Showing posts with label torture. Show all posts
Showing posts with label torture. Show all posts

Sunday, March 9, 2008

Mr. Bush's blind arrogance!

Years ago the FBI knocked on my door; that is a story for another time but it sets a stage. Because given the environment President George Bush has created in this country, we have every reason to believe it will happen again. And it will start when ordinary citizens begin to do small, extraordinary things to take back the country they love.

It may not be as simple as providing housing for young men scared to death of war; trying to discover why students at the University of California at Berkeley were willing to get their head bashed to stop it or having the body count effect a life so personally. This time it may will be more abstract.

But the process of change must begin again.

There is nothing about Mr. Bush that is American, patriotic, loving, good or kind. With each day, each minute, each millisecond he inflicts upon this country the very worst of human nature. Listen to today's news: "Mr.
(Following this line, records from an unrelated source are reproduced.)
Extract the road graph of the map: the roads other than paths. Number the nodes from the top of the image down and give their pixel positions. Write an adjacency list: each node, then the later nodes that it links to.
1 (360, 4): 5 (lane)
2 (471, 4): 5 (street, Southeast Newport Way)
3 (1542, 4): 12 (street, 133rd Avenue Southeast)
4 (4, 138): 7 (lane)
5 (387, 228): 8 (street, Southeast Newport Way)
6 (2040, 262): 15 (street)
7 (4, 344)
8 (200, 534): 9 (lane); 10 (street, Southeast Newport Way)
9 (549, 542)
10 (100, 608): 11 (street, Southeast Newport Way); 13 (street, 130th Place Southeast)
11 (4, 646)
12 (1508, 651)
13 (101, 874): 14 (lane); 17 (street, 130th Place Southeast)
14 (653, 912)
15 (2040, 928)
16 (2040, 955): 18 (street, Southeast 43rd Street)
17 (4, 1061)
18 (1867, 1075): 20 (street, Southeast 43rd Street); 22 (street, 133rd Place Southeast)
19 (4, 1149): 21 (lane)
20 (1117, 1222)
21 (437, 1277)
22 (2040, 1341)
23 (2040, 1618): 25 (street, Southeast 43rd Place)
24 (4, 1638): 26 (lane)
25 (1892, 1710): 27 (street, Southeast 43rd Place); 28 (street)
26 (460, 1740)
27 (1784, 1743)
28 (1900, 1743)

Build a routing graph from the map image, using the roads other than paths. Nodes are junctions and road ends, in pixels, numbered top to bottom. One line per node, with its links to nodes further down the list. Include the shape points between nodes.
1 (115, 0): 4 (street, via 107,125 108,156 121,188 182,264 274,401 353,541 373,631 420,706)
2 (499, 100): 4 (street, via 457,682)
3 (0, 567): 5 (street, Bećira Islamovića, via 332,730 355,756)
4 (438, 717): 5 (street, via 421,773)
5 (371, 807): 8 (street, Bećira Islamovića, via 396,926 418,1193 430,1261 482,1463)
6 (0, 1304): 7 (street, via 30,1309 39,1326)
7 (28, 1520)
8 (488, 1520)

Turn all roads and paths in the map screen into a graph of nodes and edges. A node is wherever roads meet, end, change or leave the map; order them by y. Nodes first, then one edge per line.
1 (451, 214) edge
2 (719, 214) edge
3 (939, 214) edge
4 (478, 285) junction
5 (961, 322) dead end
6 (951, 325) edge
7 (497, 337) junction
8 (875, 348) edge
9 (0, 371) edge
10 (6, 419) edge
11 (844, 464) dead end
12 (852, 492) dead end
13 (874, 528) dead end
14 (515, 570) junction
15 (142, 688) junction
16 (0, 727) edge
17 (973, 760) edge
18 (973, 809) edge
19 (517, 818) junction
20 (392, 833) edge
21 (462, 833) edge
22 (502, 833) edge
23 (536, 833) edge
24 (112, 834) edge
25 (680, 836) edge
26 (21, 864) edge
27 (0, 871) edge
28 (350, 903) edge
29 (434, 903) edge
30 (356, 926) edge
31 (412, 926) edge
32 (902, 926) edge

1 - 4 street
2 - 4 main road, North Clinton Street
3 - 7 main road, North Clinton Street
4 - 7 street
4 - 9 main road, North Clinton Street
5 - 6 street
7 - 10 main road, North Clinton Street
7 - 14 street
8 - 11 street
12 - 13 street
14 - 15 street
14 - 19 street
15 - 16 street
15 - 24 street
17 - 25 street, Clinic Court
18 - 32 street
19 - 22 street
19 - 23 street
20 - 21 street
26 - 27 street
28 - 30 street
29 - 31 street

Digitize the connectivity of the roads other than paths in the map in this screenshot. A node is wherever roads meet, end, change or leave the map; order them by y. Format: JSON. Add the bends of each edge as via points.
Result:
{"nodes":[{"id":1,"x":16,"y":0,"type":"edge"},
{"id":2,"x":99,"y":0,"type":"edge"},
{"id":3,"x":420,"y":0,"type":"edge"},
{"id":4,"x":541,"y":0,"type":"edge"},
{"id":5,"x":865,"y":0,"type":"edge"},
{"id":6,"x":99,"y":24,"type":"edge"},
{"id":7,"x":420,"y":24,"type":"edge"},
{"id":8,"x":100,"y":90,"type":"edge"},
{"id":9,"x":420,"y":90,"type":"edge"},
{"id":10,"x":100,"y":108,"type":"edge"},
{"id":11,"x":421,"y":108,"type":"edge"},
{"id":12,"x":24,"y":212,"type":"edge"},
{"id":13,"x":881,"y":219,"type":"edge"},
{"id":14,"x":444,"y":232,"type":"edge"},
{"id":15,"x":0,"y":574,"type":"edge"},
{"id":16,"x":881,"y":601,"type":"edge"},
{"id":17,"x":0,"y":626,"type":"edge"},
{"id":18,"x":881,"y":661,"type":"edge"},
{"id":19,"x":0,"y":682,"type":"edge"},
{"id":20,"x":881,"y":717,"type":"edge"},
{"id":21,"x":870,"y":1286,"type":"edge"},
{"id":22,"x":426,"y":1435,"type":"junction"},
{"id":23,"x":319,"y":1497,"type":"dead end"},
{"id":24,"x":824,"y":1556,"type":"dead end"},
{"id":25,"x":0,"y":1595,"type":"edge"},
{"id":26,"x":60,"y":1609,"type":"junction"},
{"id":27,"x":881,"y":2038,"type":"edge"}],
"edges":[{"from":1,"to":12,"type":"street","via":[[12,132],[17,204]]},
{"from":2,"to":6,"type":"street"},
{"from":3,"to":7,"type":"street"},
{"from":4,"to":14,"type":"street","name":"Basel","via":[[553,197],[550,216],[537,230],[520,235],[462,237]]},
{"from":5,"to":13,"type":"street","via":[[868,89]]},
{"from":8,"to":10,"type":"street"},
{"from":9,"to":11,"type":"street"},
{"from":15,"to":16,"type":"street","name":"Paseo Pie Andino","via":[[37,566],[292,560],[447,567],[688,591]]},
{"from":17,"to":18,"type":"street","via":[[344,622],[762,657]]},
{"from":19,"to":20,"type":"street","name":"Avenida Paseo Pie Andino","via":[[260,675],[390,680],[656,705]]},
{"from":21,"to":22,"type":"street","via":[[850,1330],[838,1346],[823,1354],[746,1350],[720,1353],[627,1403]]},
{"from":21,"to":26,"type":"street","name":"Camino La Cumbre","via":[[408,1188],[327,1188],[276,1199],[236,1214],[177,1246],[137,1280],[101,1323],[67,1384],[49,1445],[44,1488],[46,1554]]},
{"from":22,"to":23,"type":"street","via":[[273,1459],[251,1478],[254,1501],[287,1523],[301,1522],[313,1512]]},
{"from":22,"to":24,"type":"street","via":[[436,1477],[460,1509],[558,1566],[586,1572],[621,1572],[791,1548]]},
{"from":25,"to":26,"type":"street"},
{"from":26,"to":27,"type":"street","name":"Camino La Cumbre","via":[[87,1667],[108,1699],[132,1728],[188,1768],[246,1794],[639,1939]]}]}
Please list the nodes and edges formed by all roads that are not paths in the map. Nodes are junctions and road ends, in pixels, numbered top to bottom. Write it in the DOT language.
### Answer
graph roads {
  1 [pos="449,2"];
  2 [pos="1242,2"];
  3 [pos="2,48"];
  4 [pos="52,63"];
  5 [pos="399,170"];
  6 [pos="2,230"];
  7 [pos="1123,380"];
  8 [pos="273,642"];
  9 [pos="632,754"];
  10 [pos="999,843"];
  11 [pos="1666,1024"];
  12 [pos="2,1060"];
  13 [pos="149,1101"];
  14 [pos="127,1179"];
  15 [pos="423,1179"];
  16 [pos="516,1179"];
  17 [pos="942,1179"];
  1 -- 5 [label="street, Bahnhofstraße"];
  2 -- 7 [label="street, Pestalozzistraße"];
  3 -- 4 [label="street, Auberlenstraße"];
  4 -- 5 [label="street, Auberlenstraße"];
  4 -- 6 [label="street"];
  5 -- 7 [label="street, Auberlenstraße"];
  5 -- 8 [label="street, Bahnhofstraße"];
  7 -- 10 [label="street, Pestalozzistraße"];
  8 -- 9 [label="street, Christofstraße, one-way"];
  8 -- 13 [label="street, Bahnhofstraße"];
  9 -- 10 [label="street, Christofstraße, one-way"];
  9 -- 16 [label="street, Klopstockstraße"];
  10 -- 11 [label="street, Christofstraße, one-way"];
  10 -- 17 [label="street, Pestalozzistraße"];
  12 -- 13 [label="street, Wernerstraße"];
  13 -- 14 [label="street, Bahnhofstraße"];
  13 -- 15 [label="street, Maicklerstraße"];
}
Bush vetoed a bill that would have explicitly prohibited the (CIA) from using interrogation methods like waterboarding, a technique in which restrained prisoners are threatened with drowning."

Even senator John McCain, the presumptive Republican nominee for president, has criticized the technique. "Sure," he said on CBS's 60 Minutes, "yes, without a doubt. We prosecuted Japanese war criminals after World War II and one of the charges brought against them, for which they were convicted, was that they waterboarded Americans."

It is universally rejected by military and law enforcement agencies and it is internationally scorned. Yet Mr. Bush thinks it is American, that it is patriotic, that it is a good thing to subject people to it!

Well, damn it, not in my name!

A blight like some Egyptian plague has come over us. Collectively we, as a people, have lost our way. For reasons this one ordinary citizen can not grasp, the United States of America has become the home of the intolerant and fearful where justice is no longer the rule.

There is no rational reason for Mr. Bush's blind arrogance in redefining the rule of law. Only tyrants and evil people would seek to justify coercive interrogation tactics.

At the end of Shakespeare's play Romeo and Juliet a little noticed character, The Prince who is the ultimate moral arbitrator of the play laments with at his countrymen:
"Go hence, to have more talk of these sad things;
Some shall be pardon'd, and some punished:
For never was a story of more woe
Than this..."

For never was a story of more woe ... but, now, we need to reclaim what it means to be a good and decent again.

Sunday, November 4, 2007

TORTURE IS NOT LEGAL

Dana M. Perino, the White House press secretary said Thurday, “I can’t imagine the Democrats would want to hold back his nomination just because he is a thoughtful, careful thinker who looks at all the facts before he makes a judgment,”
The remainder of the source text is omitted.